Recommended Solutions

Slot homes occur in a variety of zone districts. As each of these zone districts have different purposes and intent, the following strategies vary by mixed use (MX, MS, RX), multi-unit (MU, RO), and row house (RH, TH) zone districts. 

Recommended solution for mixed-use zone districts:
Prohibit slot homes and allow urban townhouses

Instead of slot homes, which turn their side to the street, side-by-side residential units could be built as urban townhouses that orient to the street, engage the public realm, incorporate reduced mass and scale, minimize vehicle-oriented design and limit effects on neighbors.

Note: Side-by-side units could also continue to be built using existing Row House and Duplex standards without side-facing units to the rear.

Diagram showing recommended requirements for urban townhouses in mixed use zone district

(A) Units oriented to the street would be required.

(B) Units that face the street would have to have a porch, patio or canopy that clearly marks the pedestrian entryway.

(C) Buildings could be no taller than 38 feet in three-story zone districts.

(D) There would be additional limits on exceptions to the maximum building height (which usually includes rooftop stair enclosures or other mechanical equipment).

(E) Single story porches, canopies and other features on structures on interior lots would be allowed to encroach up to 7.5 feet into the side setback, and off-street parking area can encraoch up to 2.5 feet.

(F) Garden wall and pergola build-to alternatives would not be allowable alternatives. The courtyard alternative would be introduced.  

(G) Dimmension requirements would be reduced to allow for smaller drive aisles and access drives for small-scale development.

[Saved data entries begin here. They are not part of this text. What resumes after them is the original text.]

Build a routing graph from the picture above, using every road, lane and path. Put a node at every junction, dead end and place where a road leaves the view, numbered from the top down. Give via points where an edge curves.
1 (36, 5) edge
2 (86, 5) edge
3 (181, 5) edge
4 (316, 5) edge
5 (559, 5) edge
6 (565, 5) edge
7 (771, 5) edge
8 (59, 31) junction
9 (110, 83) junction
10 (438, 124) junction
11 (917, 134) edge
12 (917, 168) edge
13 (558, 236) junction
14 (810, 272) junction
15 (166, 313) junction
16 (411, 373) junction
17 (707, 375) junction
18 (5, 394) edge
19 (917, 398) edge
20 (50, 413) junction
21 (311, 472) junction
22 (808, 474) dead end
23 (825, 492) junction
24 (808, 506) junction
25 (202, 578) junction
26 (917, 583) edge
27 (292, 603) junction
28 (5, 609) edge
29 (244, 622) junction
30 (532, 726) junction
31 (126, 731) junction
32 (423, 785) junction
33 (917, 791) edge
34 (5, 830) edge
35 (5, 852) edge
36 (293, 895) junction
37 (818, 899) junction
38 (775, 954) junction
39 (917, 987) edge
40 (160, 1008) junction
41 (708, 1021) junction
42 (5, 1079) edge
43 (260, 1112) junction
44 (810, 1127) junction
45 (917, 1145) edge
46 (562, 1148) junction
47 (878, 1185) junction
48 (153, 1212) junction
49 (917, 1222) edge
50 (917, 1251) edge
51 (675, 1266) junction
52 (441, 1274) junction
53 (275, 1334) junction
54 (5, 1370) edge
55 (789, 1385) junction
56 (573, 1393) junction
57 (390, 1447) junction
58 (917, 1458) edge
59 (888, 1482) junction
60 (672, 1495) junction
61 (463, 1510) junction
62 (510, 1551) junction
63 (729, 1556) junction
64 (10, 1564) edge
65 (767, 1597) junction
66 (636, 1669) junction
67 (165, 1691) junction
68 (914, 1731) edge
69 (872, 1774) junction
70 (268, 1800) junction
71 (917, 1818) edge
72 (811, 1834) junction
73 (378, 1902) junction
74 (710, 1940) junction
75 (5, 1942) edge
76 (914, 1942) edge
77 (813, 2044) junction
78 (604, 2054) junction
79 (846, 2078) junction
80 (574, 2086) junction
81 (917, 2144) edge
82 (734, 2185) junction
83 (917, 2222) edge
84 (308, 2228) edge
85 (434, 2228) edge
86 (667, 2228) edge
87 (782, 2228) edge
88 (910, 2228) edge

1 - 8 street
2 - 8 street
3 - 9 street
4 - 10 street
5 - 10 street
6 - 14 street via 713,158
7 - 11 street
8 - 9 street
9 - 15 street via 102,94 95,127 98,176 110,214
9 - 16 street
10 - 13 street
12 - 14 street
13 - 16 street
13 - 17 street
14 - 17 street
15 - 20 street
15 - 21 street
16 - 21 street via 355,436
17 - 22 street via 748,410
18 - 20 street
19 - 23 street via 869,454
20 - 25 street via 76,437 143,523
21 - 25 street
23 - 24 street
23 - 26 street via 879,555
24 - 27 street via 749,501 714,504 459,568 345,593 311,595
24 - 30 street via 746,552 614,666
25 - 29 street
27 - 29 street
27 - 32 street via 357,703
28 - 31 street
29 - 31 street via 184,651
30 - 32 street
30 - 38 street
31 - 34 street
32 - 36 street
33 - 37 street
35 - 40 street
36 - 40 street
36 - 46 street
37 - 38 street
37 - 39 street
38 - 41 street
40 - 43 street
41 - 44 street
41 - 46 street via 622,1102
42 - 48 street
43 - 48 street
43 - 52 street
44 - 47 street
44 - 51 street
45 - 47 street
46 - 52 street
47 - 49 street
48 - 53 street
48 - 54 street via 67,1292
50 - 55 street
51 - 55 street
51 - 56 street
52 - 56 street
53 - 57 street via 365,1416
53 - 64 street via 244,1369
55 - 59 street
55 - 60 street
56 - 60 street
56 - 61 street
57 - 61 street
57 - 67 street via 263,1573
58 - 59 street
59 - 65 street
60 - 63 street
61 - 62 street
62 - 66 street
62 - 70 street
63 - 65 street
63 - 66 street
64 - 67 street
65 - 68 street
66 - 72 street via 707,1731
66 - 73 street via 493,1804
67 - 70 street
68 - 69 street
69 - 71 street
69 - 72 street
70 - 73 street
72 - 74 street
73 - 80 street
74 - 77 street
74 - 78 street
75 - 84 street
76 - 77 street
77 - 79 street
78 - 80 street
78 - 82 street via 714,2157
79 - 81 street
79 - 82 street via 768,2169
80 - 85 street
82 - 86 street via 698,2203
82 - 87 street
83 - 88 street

Recommended solution for multi-unit zone districts:
Prohibit slot homes and allow urban townhouses 

Instead of slot homes, which turn their side to the street, side-by-side residential units could be built as urban townhouses that orient to the street, engage the public realm, incorporate reduced mass and scale, minimize vehicle-oriented design and limit effects on neighbors. 

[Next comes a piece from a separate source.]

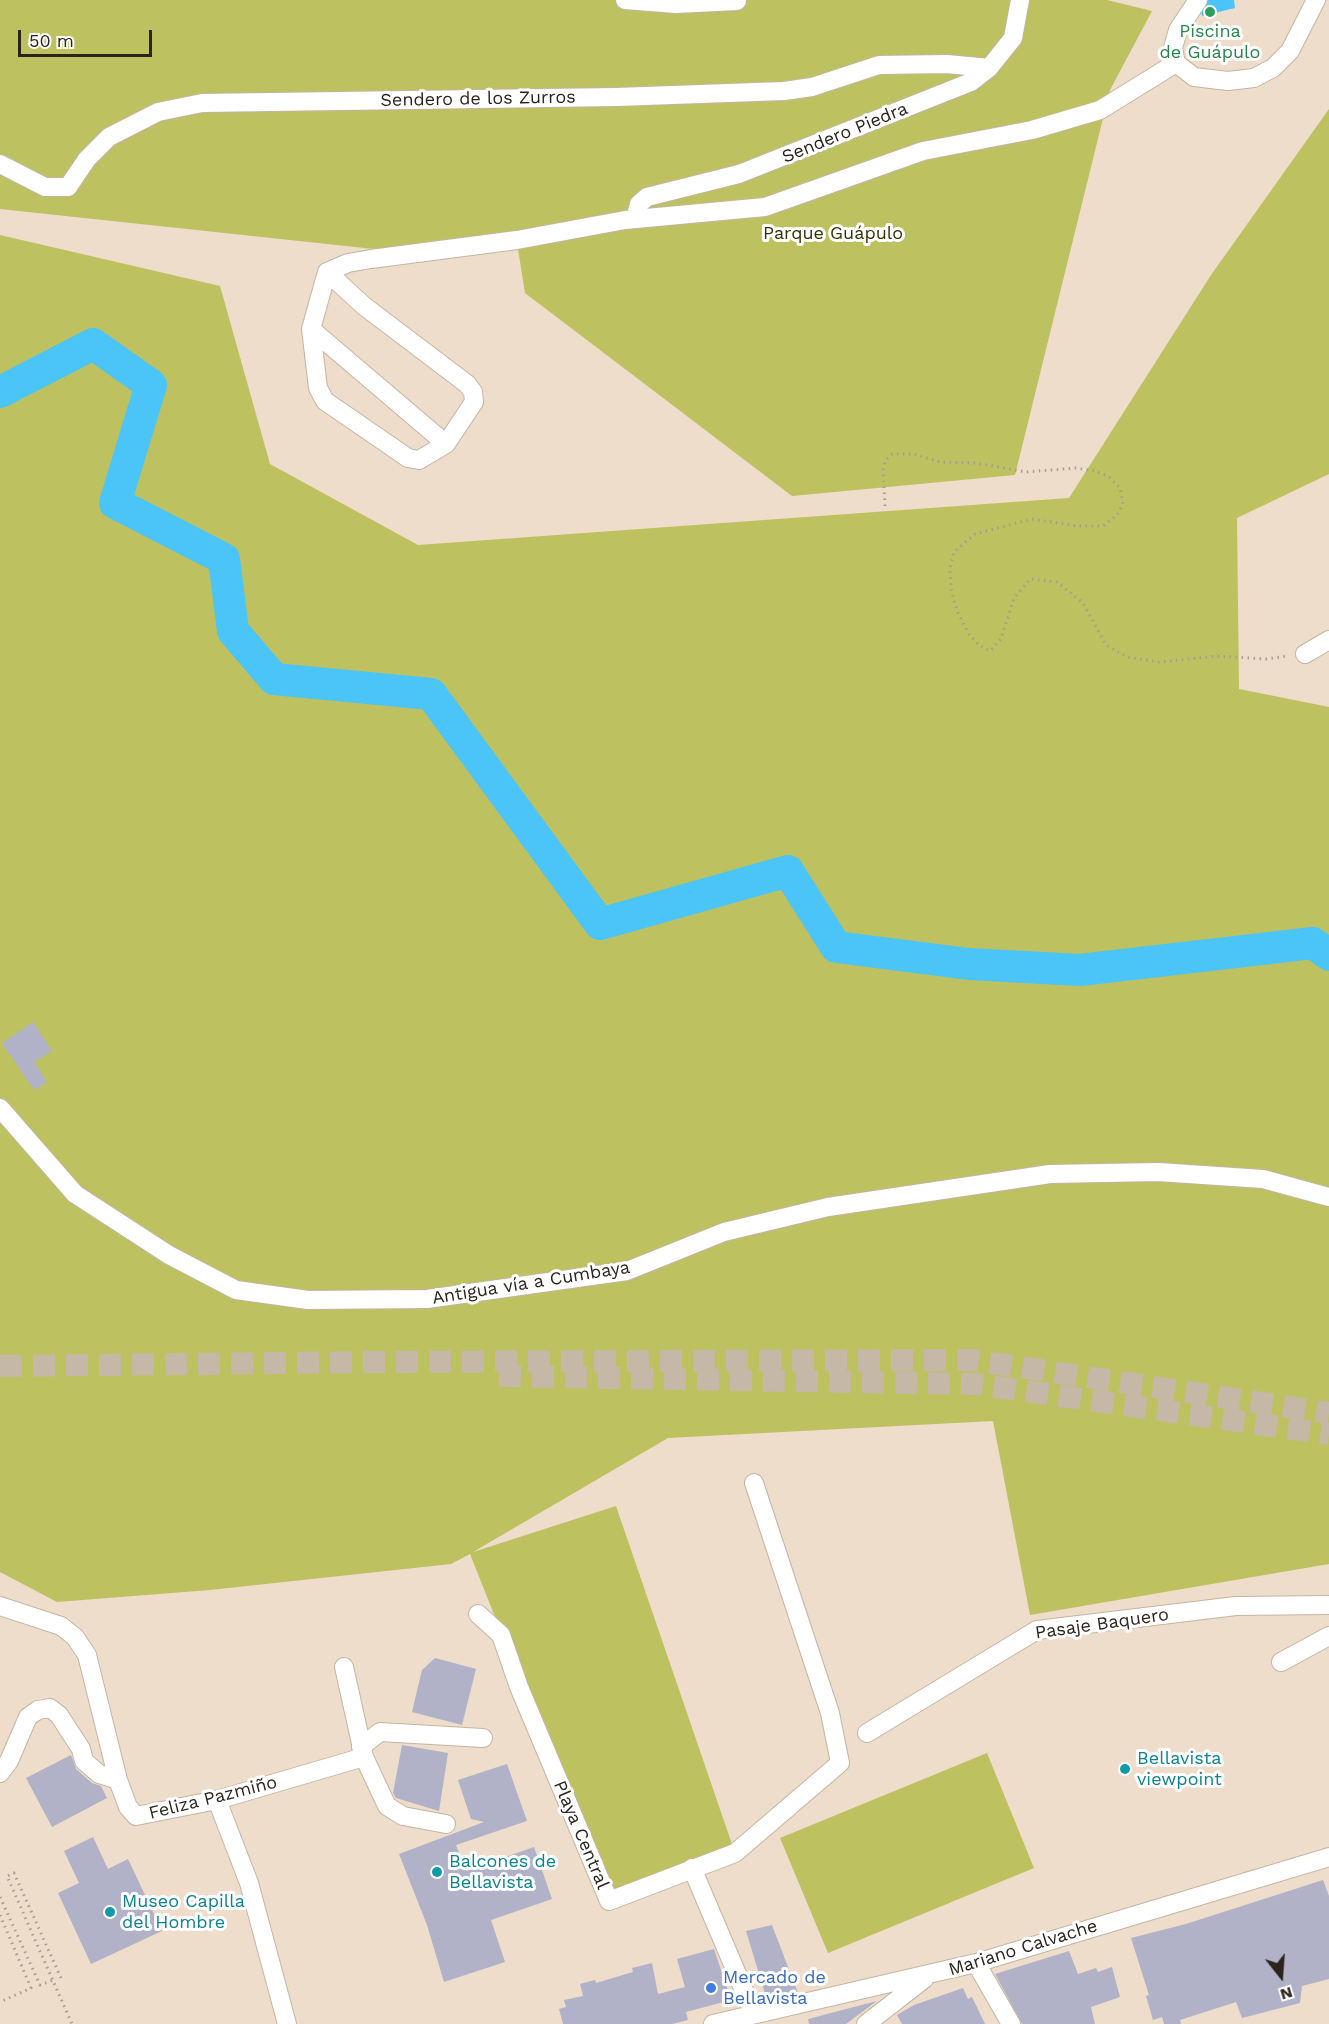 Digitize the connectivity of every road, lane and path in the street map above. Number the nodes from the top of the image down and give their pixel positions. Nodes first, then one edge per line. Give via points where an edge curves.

Note: Side-by-side units could also continue to be built using existing Row House and Duplex standards without side-facing units to the rear.

Diagram showing recommended requirements for urban townhouses in multi-unit zone district

(A) Units oriented to the street would be required.

(B) Units that face the street would have to have a porch, patio or canopy that clearly marks the pedestrian entryway.

(C) Buildings could be no taller than 35 feet in three-story zone districts.

(D) There would be additional limits on exceptions to the maximum building height (which usually includes rooftop stair enclosures or other mechanical equipment).

(E) The block sensitive setback would be limited to a minimum setback of 20 feet.

(F) Buildings that are oriented to the side interior would have to be set back from the side property lines at least 12.5 feet. 

(G) Single story porches, canopies and other features on structures on interior lots would be allowed to encroach up to 7.5 feet into the side setback, and off-street parking area can encraoch up to 2.5 feet.

(H) Build-to alternatives would be eliminated. The courtyard alternative would be introduced.  

(I) Dimmension requirements would be reduced to allow for smaller drive aisles and access drives for small-scale development.


Recommended solution for row house/town house districts:
Prohibit slot homes or garden courts and allow only row houses or town houses

Instead of slot homes or garden court building forms, side-by-side residential units could be built as duplexes, row houses or townhouses where all residential units face the street in alignment with the surrounding neighborhood context of lower-scale development (often including single-family homes and duplexes) that directly engages the street. The garden court building form would be eliminated as an option.

 

(A) Garden court building forms would be eliminated and disallowed to improve predictability and ensure that all residential units face the street and are not located to the rear of the lot.

(B) All row house or townhouse residential units would have to be arranged side-by-side with a shared wall perpendicular to the primary street.